Effective sales performance tracking begins with clear, defined goals that are aligned with your company’s core objectives for the year. But general goals only allow for a general performance gauge. To create a detailed and deliberate focus for development, you must identify specific, measurable goals within the product lines and departments that set your company apart from others. Good performance evaluations go beyond bottom-line sales and margin results and into the details of how a salesperson achieved these results and what triggers can be pulled to improve performance. Reports should be streamlined so you can view a snapshot of sales history but also formatted so the numbers can be evaluated from many angles to confirm progress or highlight areas of focus.

Begin evaluating a salesperson’s book of business by identifying customer types (remodeler, deck builder, home builder, commercial, tract builder, etc.), the percentages of revenues and margins by these customer types, and the number of assigned accounts that engage in high-and low-activity buying.

Examine the results of each customer and segment, developing a strategy to adjust where needed, such as the amount of development time required per account. Having a diversified book of business is good, but having the right mix is crucial when maximizing return on time invested. In some cases, simply shifting customer mixes can boost sales and margins.

Next, evaluate the core of a salesperson’s performance by tracking not only the overall sales and margin objectives against budget, but the specific measurable goals identified earlier. How does each account perform in overall sales and gross margins? What products are being sold? What product lines should be sold next? And how is the customer performing compared with similar ones?

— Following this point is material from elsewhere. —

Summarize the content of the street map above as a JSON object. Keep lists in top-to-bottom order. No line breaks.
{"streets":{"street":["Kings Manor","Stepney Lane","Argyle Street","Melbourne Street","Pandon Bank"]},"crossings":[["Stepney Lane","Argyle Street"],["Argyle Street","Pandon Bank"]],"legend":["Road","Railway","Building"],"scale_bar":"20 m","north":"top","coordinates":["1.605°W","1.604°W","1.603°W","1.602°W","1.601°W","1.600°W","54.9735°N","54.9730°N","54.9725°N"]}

Check also the product mix performance by category. What margins are these being sold at? Compared with like customers? Pursue “open opportunities” that the salesperson may have not yet captured within each customer and product line.

After that, compare these results to similar sales teams, both in terms of size and customer mix. How do they rate? Compare against the company’s proven benchmark. Where do they rank? This gives the salesperson a snapshot of his or her individual business performance while also providing a ranking of sorts as compared to the company benchmark.

Both sales people and managers need to take time throughout the year to utilize the tools and reports periodically. While this may be done informally each month, I recommend a more structured performance meeting at least quarterly with each salesperson or team. Write a summary of the results and actions implemented so you can track progress. Use the quarterly meeting as a coaching session for some and encouraging solid results for others.

Throughout this process you will begin to see actionable results come from implementing the strategies recommended above while learning new “levers” to pull for increased results in the future. Always remember to identify the accomplishments during these quarterly reviews, including contributing activities such as product knowledge trainings and personal development activities.

Remember: Results tend to improve when specific areas are continuously measured.